Skip to main content

Ujima | Coltrane | Berta, Berta


For Ujima, I offer you John Coltrane’s Equinox. This original rendition with over 7 million views/listens on YouTube alone may help us move the principle Ujima which calls for collective work and responsibility into action. The strong percussive piano of McCoy Tyner, the drums of Elvin Jones and the vibrations of Ron Carter’s bass reminds me of how we used rhythm to stimulate Ujima. In Equinox, I hear “Berta, Berta” - the work song: “Be my woman, and I’ll be your man…”
Hear it?
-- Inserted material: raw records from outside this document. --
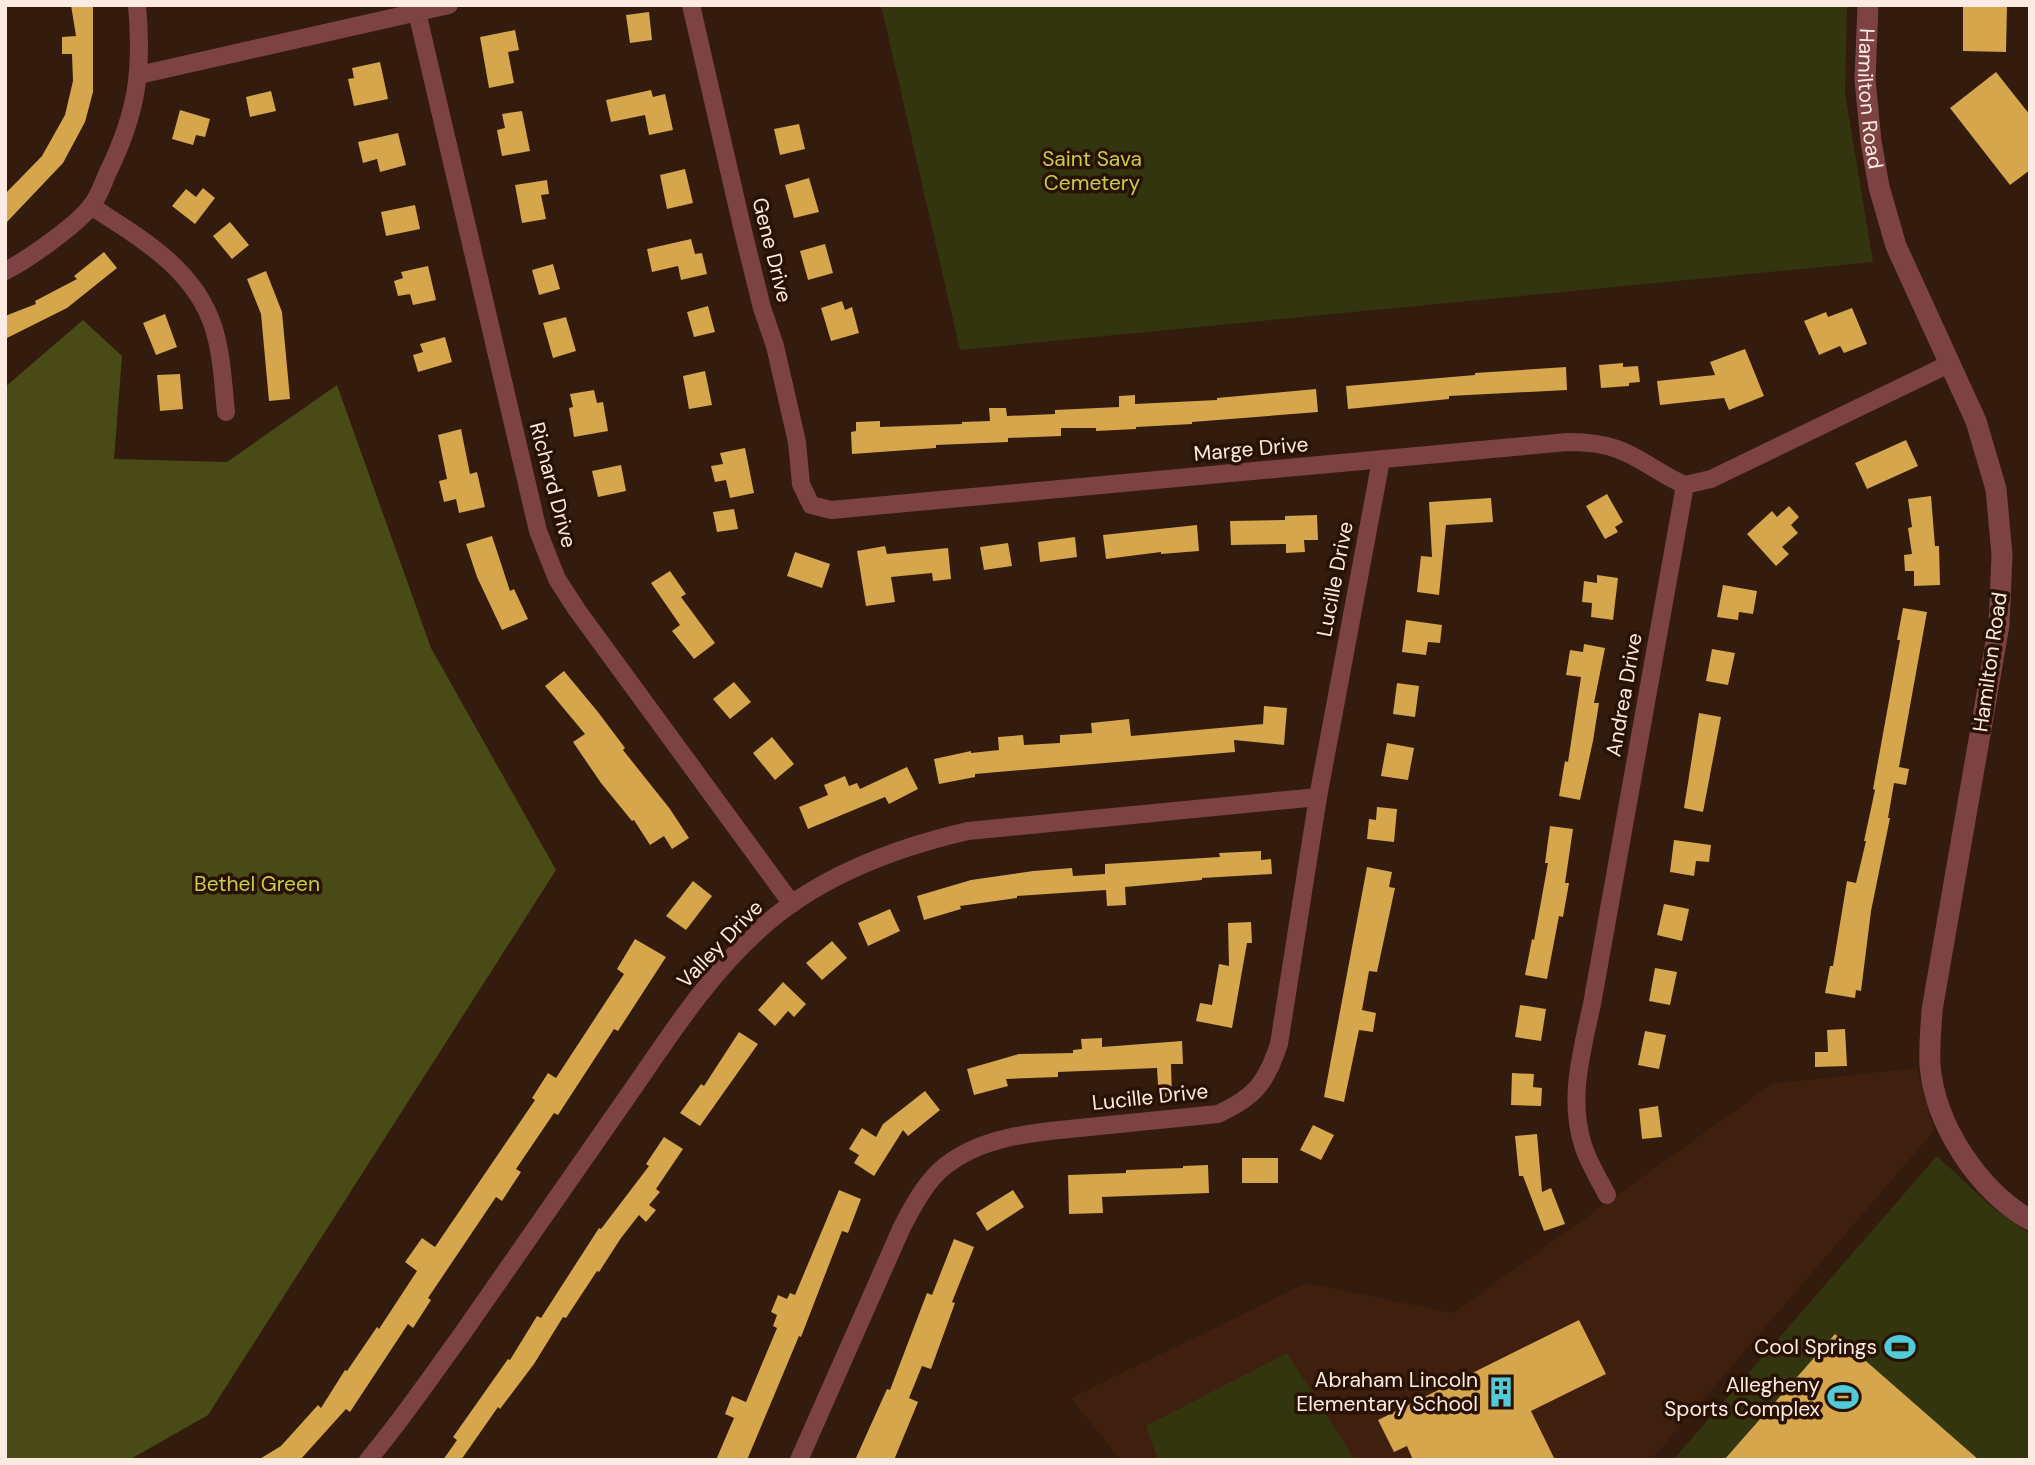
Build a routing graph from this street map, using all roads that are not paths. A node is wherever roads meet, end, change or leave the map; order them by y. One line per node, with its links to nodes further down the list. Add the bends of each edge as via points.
1 (137, 5): 6 (street)
2 (449, 5): 5 (street)
3 (691, 5): 13 (street, Gene Drive, via 762,308 775,346 797,442 801,484)
4 (1868, 5): 9 (street, Hamilton Road, via 1865,80 1879,187 1896,246)
5 (417, 12): 6 (street); 15 (street, Richard Drive, via 538,531 557,579)
6 (139, 75): 7 (street, via 134,107)
7 (92, 206): 8 (street, via 57,237); 10 (street, via 178,267 201,297 214,327)
8 (5, 271)
9 (1949, 364): 12 (street, via 1711,479); 17 (street, Hamilton Road, via 1976,421 1996,489 2002,555 1999,625 1932,1010 1930,1065 1956,1143 1995,1192)
10 (226, 412)
11 (1381, 460): 12 (street, Marge Drive, via 1593,442 1619,449); 13 (street, Marge Drive, via 831,510); 14 (street, Lucille Drive)
12 (1685, 485): 16 (street, Andrea Drive, via 1577,1075 1576,1115 1583,1147)
13 (811, 505)
14 (1318, 797): 15 (street, Valley Drive, via 968,831 877,858); 19 (street, Lucille Drive, via 1279,1044 1259,1085 1243,1102 1218,1114 1000,1139 968,1149 942,1167 902,1227)
15 (792, 904): 18 (street, Valley Drive, via 760,929 688,1011)
16 (1606, 1195)
17 (2030, 1220)
18 (368, 1460)
19 (799, 1460)

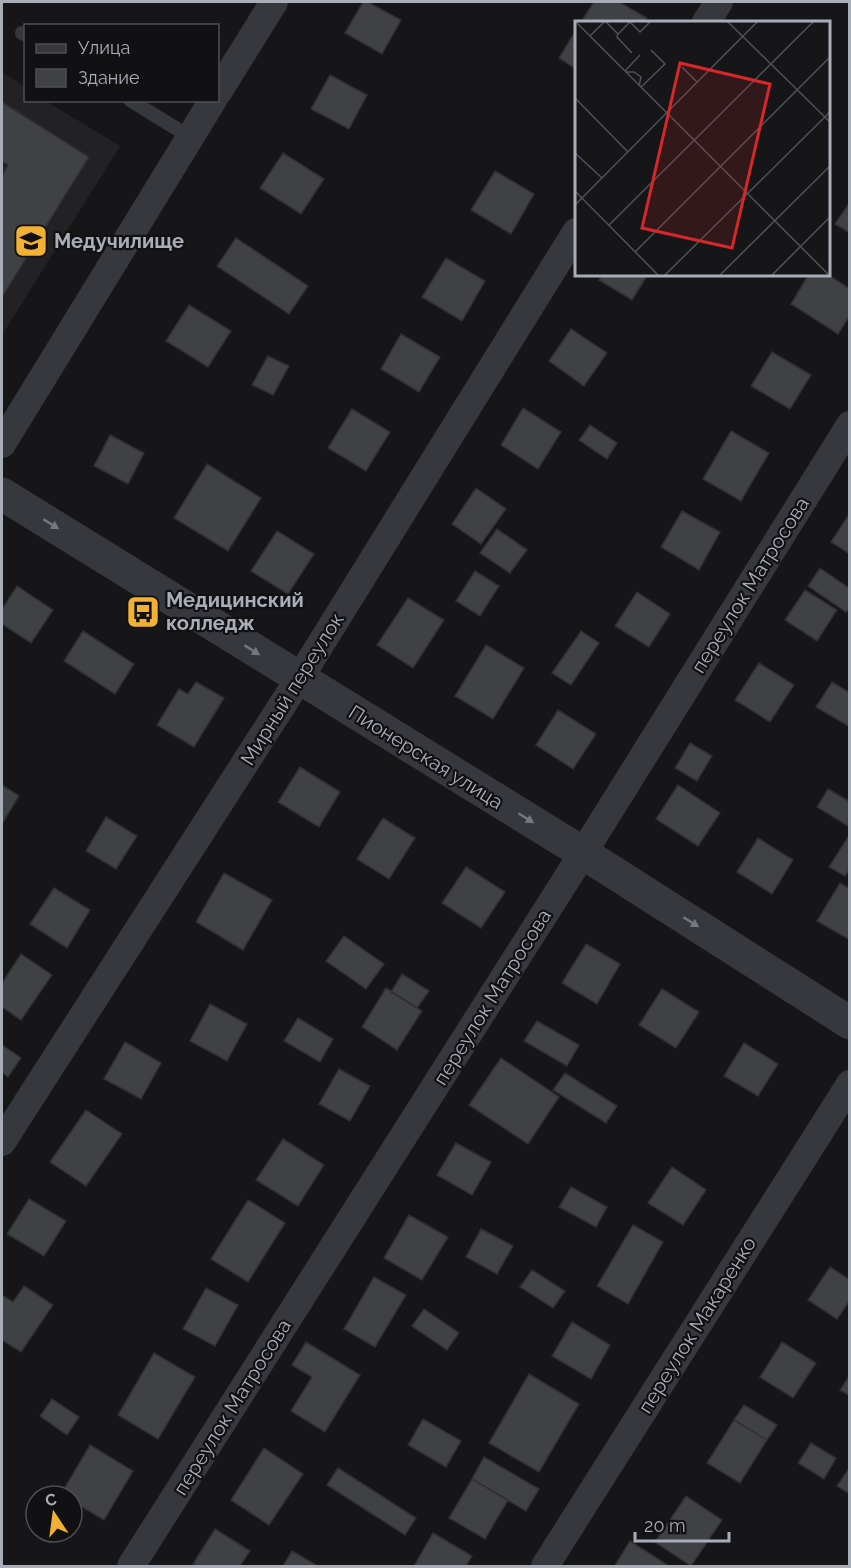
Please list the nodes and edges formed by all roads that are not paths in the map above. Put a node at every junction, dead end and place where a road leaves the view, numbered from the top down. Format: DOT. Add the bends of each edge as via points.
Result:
graph roads {
  1 [pos="274,2"];
  2 [pos="719,2"];
  3 [pos="707,21"];
  4 [pos="219,90"];
  5 [pos="133,102"];
  6 [pos="212,102"];
  7 [pos="190,137"];
  8 [pos="575,234"];
  9 [pos="849,425"];
  10 [pos="2,444"];
  11 [pos="2,494"];
  12 [pos="299,679"];
  13 [pos="583,853"];
  14 [pos="849,1023"];
  15 [pos="849,1084"];
  16 [pos="2,1142"];
  17 [pos="131,1566"];
  18 [pos="545,1566"];
  1 -- 4 [label="street"];
  2 -- 3 [label="street"];
  5 -- 7 [label="lane"];
  6 -- 7 [label="street"];
  7 -- 10 [label="street"];
  8 -- 12 [label="street, Мирный переулок"];
  9 -- 13 [label="street, переулок Матросова"];
  11 -- 12 [label="street, Пионерская улица, one-way"];
  12 -- 13 [label="street, Пионерская улица, one-way"];
  12 -- 16 [label="street, Мирный переулок"];
  13 -- 14 [label="street, Пионерская улица, one-way"];
  13 -- 17 [label="street, переулок Матросова"];
  15 -- 18 [label="street, переулок Макаренко"];
}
Elvin Jones - the drummer - is playing “Let Your Hammer Ring.” Don’t get it twisted, we didn’t just use work songs to help us get through imposed work, we created and used them to help us complete work of our own choosing. It was healing, bonding, spiritual.
There was a caller, but no star. We all responded. The call and response process bound us together while taking us higher in a way that affirmed each other’s worth. This higher, mutually affirming place is the birthplace of trust - the cornerstone of our working and building together.
The rhythm of both Equinox and Berta Berta keeps us in time while letting us get lost in time - individually and together at the same time. The rhythmic trance of such work opens the door for responsibility symbolized by Coltrane’s spiritual saxophone.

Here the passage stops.